Take every line from the entries below that includes the word "Hanamarūdon" and copy it.

━━ Material for the task

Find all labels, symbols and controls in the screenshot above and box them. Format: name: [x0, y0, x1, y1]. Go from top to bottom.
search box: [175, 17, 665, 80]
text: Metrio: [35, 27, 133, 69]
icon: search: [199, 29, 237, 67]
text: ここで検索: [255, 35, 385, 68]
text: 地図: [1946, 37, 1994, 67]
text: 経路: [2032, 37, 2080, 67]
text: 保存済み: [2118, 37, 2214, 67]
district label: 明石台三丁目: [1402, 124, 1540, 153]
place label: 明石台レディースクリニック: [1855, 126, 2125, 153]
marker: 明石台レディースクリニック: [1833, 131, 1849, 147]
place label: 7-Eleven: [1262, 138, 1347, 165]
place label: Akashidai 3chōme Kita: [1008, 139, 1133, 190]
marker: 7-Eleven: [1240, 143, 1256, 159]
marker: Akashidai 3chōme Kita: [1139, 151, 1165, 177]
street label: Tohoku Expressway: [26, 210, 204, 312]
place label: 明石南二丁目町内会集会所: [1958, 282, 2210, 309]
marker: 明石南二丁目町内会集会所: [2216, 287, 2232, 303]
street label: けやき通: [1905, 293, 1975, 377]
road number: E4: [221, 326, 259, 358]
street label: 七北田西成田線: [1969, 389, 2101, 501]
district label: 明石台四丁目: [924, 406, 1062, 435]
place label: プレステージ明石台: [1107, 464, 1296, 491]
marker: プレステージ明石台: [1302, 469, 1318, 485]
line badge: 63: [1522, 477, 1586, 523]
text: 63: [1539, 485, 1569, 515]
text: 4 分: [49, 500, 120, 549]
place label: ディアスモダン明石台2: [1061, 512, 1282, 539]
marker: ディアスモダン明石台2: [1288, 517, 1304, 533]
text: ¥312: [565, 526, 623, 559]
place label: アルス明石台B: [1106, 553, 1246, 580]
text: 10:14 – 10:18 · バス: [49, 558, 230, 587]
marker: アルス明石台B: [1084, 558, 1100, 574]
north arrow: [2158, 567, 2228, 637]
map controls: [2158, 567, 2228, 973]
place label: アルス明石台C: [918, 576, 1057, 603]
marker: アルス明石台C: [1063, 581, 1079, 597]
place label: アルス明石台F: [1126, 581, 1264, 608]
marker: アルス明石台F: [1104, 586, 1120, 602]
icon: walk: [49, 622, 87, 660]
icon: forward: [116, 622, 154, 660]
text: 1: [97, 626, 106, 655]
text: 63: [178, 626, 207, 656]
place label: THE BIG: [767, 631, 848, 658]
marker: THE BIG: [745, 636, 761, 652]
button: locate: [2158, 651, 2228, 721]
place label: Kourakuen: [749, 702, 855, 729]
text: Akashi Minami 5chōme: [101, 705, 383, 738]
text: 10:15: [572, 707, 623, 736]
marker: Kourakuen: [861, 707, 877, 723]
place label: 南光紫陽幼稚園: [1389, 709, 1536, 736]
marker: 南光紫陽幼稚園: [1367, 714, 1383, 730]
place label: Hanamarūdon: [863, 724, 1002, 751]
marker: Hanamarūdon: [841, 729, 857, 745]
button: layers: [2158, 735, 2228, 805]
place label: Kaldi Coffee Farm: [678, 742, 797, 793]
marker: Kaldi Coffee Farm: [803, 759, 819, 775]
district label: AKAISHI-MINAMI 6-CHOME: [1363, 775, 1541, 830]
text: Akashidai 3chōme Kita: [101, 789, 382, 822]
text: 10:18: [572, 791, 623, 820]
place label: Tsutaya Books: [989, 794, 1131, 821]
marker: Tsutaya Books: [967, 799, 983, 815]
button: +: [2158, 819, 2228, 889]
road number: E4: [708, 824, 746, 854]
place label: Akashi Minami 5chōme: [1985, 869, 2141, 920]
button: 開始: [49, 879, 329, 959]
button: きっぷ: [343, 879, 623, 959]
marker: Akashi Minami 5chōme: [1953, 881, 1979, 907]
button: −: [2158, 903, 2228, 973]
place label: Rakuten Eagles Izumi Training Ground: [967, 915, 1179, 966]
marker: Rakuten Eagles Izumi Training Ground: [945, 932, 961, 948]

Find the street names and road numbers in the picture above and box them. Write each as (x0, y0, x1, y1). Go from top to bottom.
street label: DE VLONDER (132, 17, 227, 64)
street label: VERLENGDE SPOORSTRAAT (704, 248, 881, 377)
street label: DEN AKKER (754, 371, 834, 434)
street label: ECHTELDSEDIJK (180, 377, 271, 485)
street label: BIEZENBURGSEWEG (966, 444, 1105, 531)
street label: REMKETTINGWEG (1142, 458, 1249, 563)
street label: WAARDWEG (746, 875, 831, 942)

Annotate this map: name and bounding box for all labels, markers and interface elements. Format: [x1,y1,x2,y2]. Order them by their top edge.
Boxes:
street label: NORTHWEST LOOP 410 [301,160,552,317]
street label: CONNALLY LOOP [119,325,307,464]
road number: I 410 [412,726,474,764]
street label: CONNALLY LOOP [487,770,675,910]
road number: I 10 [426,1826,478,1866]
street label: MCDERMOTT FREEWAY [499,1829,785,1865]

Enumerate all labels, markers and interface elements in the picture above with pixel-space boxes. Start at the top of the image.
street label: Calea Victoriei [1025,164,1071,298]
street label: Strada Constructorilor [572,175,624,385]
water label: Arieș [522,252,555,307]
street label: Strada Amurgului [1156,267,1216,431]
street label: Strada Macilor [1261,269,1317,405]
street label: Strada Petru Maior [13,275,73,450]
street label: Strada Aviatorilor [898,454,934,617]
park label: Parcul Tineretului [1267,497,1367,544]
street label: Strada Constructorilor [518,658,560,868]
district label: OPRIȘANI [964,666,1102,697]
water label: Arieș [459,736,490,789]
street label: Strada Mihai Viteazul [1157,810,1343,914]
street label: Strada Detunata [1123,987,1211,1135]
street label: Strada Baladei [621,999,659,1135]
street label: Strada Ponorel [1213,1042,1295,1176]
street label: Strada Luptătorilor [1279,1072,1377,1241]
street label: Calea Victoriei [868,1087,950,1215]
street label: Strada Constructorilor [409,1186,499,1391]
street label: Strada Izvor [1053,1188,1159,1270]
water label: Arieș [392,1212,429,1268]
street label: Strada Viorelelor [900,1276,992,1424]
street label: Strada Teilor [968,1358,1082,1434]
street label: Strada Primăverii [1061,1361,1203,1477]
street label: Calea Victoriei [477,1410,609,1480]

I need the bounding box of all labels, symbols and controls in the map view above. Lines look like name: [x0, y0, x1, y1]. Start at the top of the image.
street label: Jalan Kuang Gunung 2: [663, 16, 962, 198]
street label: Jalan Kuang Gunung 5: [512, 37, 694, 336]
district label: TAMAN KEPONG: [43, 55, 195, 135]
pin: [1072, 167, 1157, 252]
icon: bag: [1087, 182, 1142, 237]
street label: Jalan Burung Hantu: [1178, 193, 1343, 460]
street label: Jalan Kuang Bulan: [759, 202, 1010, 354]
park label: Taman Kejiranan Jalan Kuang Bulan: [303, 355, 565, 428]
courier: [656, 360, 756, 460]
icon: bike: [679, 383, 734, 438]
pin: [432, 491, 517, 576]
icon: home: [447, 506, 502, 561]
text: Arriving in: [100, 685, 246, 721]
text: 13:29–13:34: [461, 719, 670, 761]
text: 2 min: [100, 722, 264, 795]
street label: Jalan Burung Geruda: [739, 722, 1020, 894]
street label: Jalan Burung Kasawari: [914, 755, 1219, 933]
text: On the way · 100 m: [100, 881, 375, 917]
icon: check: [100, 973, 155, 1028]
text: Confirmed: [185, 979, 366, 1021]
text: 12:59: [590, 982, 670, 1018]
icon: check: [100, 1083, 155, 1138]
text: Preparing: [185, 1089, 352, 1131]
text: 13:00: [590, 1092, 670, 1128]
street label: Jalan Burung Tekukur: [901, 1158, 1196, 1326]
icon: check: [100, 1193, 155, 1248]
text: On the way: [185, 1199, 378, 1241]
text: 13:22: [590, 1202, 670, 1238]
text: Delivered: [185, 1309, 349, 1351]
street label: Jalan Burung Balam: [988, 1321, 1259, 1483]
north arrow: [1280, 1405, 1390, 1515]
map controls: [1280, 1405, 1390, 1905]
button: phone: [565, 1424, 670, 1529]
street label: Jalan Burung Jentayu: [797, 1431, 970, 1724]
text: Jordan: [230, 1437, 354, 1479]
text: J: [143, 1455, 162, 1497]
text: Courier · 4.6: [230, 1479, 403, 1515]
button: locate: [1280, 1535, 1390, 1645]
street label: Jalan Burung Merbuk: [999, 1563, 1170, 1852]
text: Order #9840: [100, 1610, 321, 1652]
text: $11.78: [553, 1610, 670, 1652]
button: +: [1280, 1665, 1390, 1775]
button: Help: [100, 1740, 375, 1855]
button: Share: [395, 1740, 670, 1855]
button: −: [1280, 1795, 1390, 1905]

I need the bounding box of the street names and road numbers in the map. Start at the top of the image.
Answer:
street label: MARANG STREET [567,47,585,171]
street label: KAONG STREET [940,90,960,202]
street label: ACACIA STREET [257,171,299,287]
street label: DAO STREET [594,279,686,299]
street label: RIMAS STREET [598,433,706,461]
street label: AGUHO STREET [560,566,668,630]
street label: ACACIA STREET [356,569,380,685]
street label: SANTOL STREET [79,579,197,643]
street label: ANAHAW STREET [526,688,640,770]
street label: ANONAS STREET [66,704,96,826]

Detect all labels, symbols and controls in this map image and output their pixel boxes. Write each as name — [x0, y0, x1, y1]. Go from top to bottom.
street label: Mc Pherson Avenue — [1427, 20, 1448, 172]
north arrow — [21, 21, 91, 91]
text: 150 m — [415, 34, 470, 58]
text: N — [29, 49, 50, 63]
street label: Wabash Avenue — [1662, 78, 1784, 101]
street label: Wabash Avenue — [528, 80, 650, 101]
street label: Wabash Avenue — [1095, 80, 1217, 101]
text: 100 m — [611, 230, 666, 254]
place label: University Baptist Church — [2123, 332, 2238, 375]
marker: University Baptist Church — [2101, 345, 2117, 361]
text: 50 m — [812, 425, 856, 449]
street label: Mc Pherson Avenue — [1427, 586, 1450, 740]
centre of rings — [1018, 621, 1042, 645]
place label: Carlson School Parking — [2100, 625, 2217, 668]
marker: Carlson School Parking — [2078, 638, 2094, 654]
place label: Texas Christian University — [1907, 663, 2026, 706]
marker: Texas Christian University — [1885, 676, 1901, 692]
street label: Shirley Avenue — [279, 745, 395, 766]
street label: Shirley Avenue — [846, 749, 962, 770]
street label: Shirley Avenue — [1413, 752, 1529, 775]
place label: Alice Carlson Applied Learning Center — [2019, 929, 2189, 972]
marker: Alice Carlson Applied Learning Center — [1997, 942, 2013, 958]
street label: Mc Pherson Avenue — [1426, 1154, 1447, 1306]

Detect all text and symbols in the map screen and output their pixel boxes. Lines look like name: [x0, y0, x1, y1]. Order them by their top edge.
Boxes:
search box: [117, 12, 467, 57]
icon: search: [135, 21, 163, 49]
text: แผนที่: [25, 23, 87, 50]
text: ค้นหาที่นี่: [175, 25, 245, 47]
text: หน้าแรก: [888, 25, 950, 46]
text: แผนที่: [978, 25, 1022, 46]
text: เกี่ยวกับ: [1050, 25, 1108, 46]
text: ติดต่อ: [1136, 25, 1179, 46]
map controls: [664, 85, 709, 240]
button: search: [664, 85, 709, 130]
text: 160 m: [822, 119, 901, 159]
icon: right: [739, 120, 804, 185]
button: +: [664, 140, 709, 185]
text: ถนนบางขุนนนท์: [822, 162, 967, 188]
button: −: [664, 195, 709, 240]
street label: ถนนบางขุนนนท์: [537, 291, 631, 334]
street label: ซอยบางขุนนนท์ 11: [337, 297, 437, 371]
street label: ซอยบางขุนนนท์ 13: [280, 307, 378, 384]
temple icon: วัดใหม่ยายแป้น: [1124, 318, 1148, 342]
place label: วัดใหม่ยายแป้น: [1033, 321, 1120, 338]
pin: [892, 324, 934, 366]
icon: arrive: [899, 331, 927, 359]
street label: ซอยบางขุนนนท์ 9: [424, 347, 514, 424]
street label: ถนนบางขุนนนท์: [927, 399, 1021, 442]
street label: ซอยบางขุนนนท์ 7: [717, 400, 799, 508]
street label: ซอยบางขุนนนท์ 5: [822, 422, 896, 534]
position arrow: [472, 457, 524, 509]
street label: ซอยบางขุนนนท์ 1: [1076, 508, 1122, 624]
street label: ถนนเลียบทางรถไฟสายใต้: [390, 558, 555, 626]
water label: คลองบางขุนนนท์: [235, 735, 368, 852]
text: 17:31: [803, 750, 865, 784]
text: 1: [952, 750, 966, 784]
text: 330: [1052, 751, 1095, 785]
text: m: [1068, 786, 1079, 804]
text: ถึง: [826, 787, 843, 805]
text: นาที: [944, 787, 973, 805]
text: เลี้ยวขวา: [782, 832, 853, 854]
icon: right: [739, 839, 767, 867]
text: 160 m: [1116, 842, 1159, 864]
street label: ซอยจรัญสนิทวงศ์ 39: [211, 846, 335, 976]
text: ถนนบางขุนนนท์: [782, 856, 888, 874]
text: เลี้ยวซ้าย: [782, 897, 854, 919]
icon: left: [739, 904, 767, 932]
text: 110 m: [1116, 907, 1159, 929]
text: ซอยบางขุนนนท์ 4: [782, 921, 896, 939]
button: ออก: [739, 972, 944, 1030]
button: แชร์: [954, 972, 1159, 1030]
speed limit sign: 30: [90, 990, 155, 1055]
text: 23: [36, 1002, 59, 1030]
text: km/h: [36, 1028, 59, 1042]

━━━━

Response to this exercise ->
place label: Hanamarūdon: [863, 724, 1002, 751]
marker: Hanamarūdon: [841, 729, 857, 745]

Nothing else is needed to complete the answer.